Over the next two days, the split-off sunspot moved towards and into the middle portion of the sunspot group. Crashing into these sunspots, this inevitably resulted in numerous medium class solar flares. The daily sunspot images underneath were taken on 1-8 July by the Uccle Equatorial Table - USET in white light. Superimposed on these images are the locations of the 30 M-flares (and 1 X-flare) that were produced by NOAA 1515. Clearly, one can see two regions of flare activity. The first one is to the west and south of the main spot. This region was active during most of the group's transit. The second flare-active region is in the middle portion and only became active after the split-off sunspot bumped into the middle portion (4 July and later).

On July 5th, the Sun produced 10 M-flares: 9 from NOAA 1515, and 1 from NOAA 1519. Though this is quite a lot for one day, the figure pales compared to the record 16 M-flares that were produced on 11 July 1982. That's 2 medium flares every 3 hours!
Obviously, the week from 2 to 8 July 2012 was also very flare-active, with 34 M- and 1 X-flare. One has to go back to March 1991 to get comparable figures. Not surprisingly, the week record dates back from July 1982, when -according to NOAA statistics- from 8 to 14 July 65 M- and 3 X-flares were produced!

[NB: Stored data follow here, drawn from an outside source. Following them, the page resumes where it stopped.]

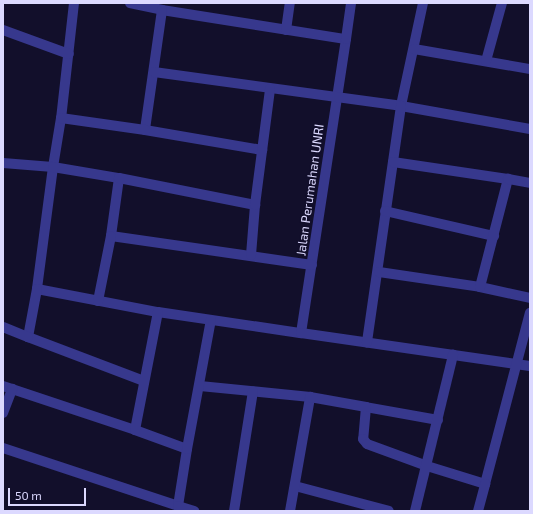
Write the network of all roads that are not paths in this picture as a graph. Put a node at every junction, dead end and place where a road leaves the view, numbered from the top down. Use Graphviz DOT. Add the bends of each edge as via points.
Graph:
graph roads {
  1 [pos="74,3"];
  2 [pos="130,3"];
  3 [pos="290,3"];
  4 [pos="351,3"];
  5 [pos="423,3"];
  6 [pos="502,3"];
  7 [pos="162,10"];
  8 [pos="3,30"];
  9 [pos="286,30"];
  10 [pos="346,39"];
  11 [pos="414,49"];
  12 [pos="69,54"];
  13 [pos="486,61"];
  14 [pos="530,69"];
  15 [pos="154,72"];
  16 [pos="270,89"];
  17 [pos="336,98"];
  18 [pos="401,106"];
  19 [pos="61,118"];
  20 [pos="530,129"];
  21 [pos="144,130"];
  22 [pos="262,150"];
  23 [pos="392,162"];
  24 [pos="3,163"];
  25 [pos="53,167"];
  26 [pos="119,178"];
  27 [pos="508,179"];
  28 [pos="530,183"];
  29 [pos="255,205"];
  30 [pos="386,211"];
  31 [pos="111,236"];
  32 [pos="494,236"];
  33 [pos="251,255"];
  34 [pos="312,265"];
  35 [pos="379,272"];
  36 [pos="480,287"];
  37 [pos="37,289"];
  38 [pos="530,298"];
  39 [pos="98,301"];
  40 [pos="158,312"];
  41 [pos="530,313"];
  42 [pos="211,320"];
  43 [pos="3,327"];
  44 [pos="301,333"];
  45 [pos="28,337"];
  46 [pos="367,343"];
  47 [pos="453,355"];
  48 [pos="516,364"];
  49 [pos="530,366"];
  50 [pos="144,381"];
  51 [pos="200,386"];
  52 [pos="7,387"];
  53 [pos="253,391"];
  54 [pos="310,397"];
  55 [pos="366,407"];
  56 [pos="3,413"];
  57 [pos="438,420"];
  58 [pos="135,430"];
  59 [pos="3,448"];
  60 [pos="186,449"];
  61 [pos="427,466"];
  62 [pos="485,484"];
  63 [pos="296,486"];
  64 [pos="178,506"];
  65 [pos="194,511"];
  66 [pos="234,511"];
  67 [pos="290,511"];
  68 [pos="389,511"];
  69 [pos="415,511"];
  70 [pos="478,511"];
  1 -- 12 [label="street"];
  2 -- 7 [label="street"];
  3 -- 9 [label="street"];
  4 -- 10 [label="street, Jalan Perumahan UNRI"];
  5 -- 11 [label="street"];
  6 -- 13 [label="street"];
  7 -- 9 [label="street"];
  7 -- 15 [label="street"];
  8 -- 12 [label="street"];
  9 -- 10 [label="street"];
  10 -- 17 [label="street, Jalan Perumahan UNRI"];
  11 -- 13 [label="street"];
  11 -- 18 [label="street"];
  12 -- 19 [label="street"];
  13 -- 14 [label="street"];
  15 -- 16 [label="street"];
  15 -- 21 [label="street"];
  16 -- 17 [label="street"];
  16 -- 22 [label="street"];
  17 -- 18 [label="street"];
  17 -- 34 [label="street, Jalan Perumahan UNRI"];
  18 -- 20 [label="street"];
  18 -- 23 [label="street"];
  19 -- 21 [label="street"];
  19 -- 25 [label="street"];
  21 -- 22 [label="street"];
  22 -- 29 [label="street"];
  23 -- 27 [label="street"];
  23 -- 30 [label="street"];
  24 -- 25 [label="street"];
  25 -- 26 [label="street"];
  25 -- 37 [label="street"];
  26 -- 29 [label="street"];
  26 -- 31 [label="street"];
  27 -- 28 [label="street"];
  27 -- 32 [label="street"];
  29 -- 33 [label="street"];
  30 -- 32 [label="street"];
  30 -- 35 [label="street"];
  31 -- 33 [label="street"];
  31 -- 39 [label="street"];
  32 -- 36 [label="street"];
  33 -- 34 [label="street"];
  34 -- 44 [label="street, Jalan Perumahan UNRI"];
  35 -- 36 [label="street"];
  35 -- 46 [label="street"];
  36 -- 38 [label="street"];
  37 -- 39 [label="street"];
  37 -- 45 [label="street"];
  39 -- 40 [label="street"];
  40 -- 42 [label="street"];
  40 -- 50 [label="street"];
  41 -- 48 [label="street"];
  42 -- 44 [label="street"];
  42 -- 51 [label="street"];
  43 -- 45 [label="street"];
  44 -- 46 [label="street"];
  45 -- 50 [label="street"];
  46 -- 47 [label="street"];
  47 -- 48 [label="street"];
  47 -- 57 [label="street"];
  48 -- 49 [label="street"];
  48 -- 62 [label="street"];
  50 -- 58 [label="street"];
  51 -- 53 [label="street"];
  51 -- 60 [label="street"];
  52 -- 56 [label="street"];
  52 -- 58 [label="street"];
  53 -- 54 [label="street"];
  53 -- 66 [label="street"];
  54 -- 55 [label="street"];
  54 -- 63 [label="street"];
  55 -- 57 [label="street"];
  55 -- 61 [label="street" via="363,437 365,442"];
  57 -- 61 [label="street"];
  58 -- 60 [label="street"];
  59 -- 64 [label="street"];
  60 -- 64 [label="street"];
  61 -- 62 [label="street"];
  61 -- 69 [label="street"];
  62 -- 70 [label="street"];
  63 -- 67 [label="street"];
  63 -- 68 [label="street"];
  64 -- 65 [label="street"];
}
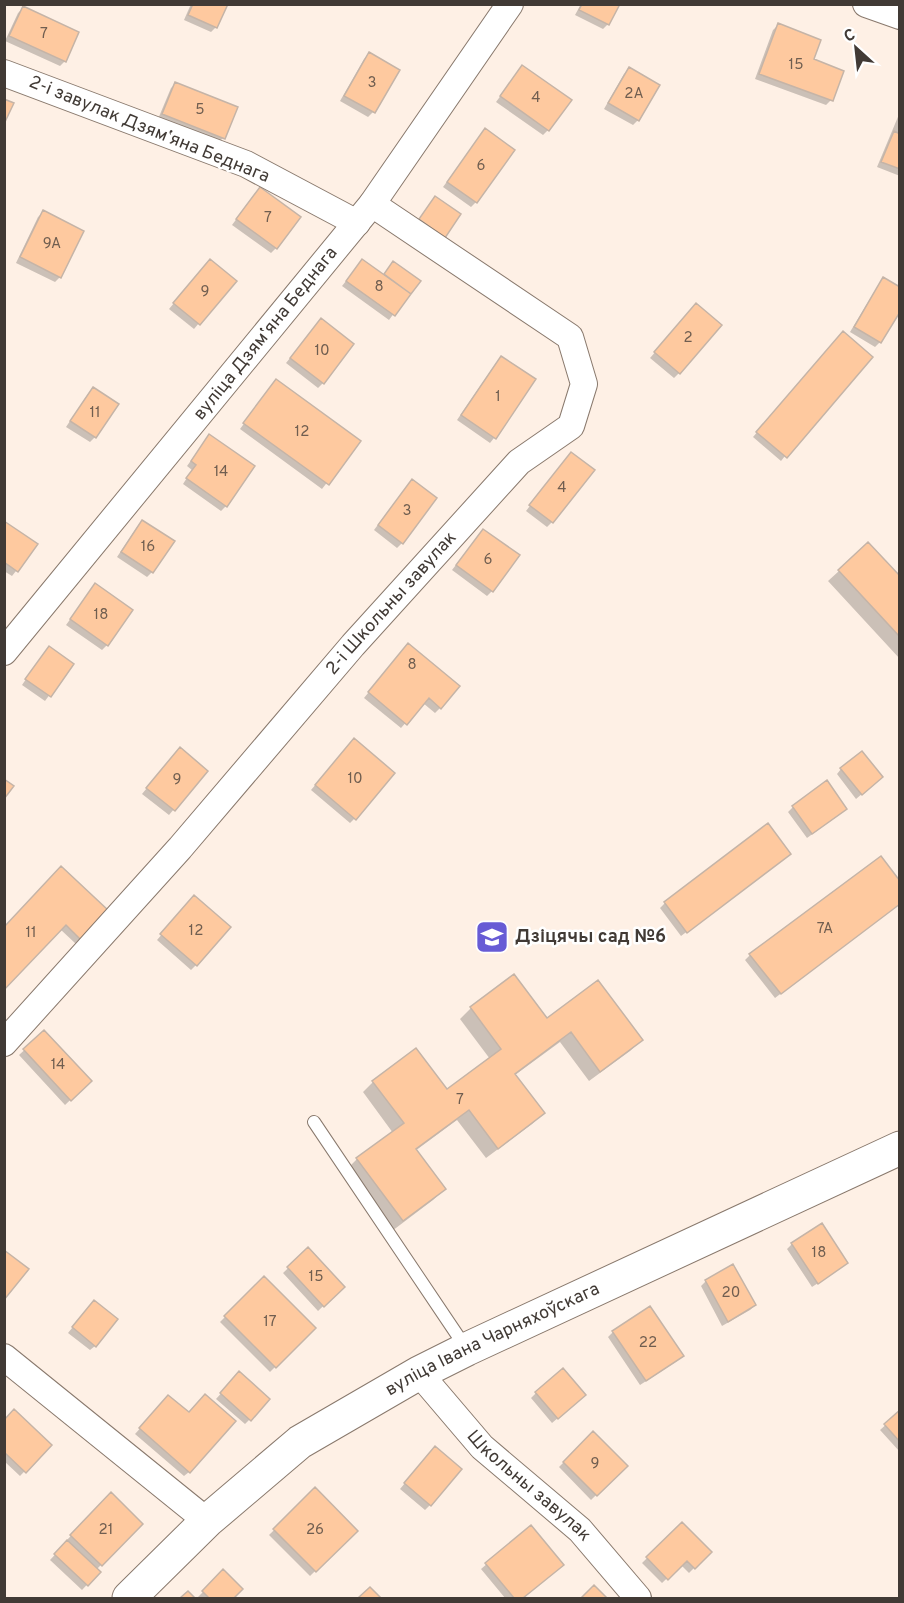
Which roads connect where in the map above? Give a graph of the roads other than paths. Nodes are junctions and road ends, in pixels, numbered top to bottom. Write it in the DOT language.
graph roads {
  1 [pos="510,4"];
  2 [pos="866,4"];
  3 [pos="900,16"];
  4 [pos="4,73"];
  5 [pos="365,214"];
  6 [pos="4,652"];
  7 [pos="4,1042"];
  8 [pos="314,1122"];
  9 [pos="900,1148"];
  10 [pos="467,1349"];
  11 [pos="4,1358"];
  12 [pos="419,1372"];
  13 [pos="207,1521"];
  14 [pos="129,1599"];
  15 [pos="638,1599"];
  1 -- 5 [label="street, вуліца Дзямʼяна Беднага"];
  2 -- 3 [label="street"];
  4 -- 5 [label="street, 2-і завулак Дзямʼяна Беднага"];
  5 -- 6 [label="street, вуліца Дзямʼяна Беднага"];
  5 -- 7 [label="street, 2-і Школьны завулак"];
  8 -- 10 [label="lane"];
  9 -- 10 [label="street, вуліца Івана Чарняхоўскага"];
  10 -- 12 [label="street, вуліца Івана Чарняхоўскага"];
  11 -- 13 [label="street"];
  12 -- 13 [label="street, вуліца Івана Чарняхоўскага"];
  12 -- 15 [label="street, Школьны завулак"];
  13 -- 14 [label="street, вуліца Івана Чарняхоўскага"];
}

NOAA 1515 produced 5 high energetic flares (M5 or stronger) during its transit. Underneath images show 4 of these events: the M5.6 from 2 July, the M5.3 from 4 July, the M6.1 from 5 July, and the X1.1 from 6 July. For each event, the pre-flare magnetogram is shown (SDO/HMI and GONG), as well as the outlook during maximum flare intensity (PROBA2/SWAP and GONG), and in H-alpha 15 minutes after the flare's peak (GONG - http://halpha.nso.edu/ ). Event 1 and 4 took place near the group's main spot, while event 2 and 3 were located in the group's middle portion. The H-alpha images for the first 3 events also show dark ejected material over the solar disk. The fifth event, an M6.9 flare from 8 July, is discussed in a separate contribution.